WHAT IS REQUIRED:
Produce again, without any change, the lines running from the one with "middle pip: (243, 211)" through the final line of the data below, and only those.

• • • • •

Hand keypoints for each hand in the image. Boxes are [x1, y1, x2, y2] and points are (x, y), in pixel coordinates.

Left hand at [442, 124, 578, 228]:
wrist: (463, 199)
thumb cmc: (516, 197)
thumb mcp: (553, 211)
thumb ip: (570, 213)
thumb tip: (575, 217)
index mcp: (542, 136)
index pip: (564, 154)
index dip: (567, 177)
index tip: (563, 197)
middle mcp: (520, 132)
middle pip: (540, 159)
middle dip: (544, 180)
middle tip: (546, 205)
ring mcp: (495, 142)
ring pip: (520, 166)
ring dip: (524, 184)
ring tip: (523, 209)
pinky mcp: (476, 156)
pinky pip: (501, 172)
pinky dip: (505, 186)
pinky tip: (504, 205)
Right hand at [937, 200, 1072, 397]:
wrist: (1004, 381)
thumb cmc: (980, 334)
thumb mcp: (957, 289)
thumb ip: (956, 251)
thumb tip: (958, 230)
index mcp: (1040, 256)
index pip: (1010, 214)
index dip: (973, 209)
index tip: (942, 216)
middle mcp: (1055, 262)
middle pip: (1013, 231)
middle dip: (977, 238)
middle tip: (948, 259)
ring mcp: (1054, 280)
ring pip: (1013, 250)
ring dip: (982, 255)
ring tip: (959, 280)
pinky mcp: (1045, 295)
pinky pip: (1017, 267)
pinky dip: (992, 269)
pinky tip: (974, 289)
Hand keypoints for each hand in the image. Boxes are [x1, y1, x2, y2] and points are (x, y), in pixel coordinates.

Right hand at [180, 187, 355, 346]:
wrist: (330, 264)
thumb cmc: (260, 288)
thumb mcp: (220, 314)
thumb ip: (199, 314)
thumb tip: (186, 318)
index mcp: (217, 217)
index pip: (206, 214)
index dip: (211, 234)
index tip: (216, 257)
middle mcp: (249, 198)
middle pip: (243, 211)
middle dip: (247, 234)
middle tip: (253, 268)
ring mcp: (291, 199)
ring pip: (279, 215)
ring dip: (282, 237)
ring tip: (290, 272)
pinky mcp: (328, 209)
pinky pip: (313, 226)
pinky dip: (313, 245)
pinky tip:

• • • • •

EXERCISE OUTPUT:
middle pip: (243, 211)
middle dip: (247, 234)
middle tip: (253, 268)
ring mcp: (291, 199)
ring pip: (279, 215)
ring dip: (282, 237)
ring tip: (290, 272)
pinky mcp: (328, 209)
pinky pip: (313, 226)
pinky dip: (313, 245)
pinky tip:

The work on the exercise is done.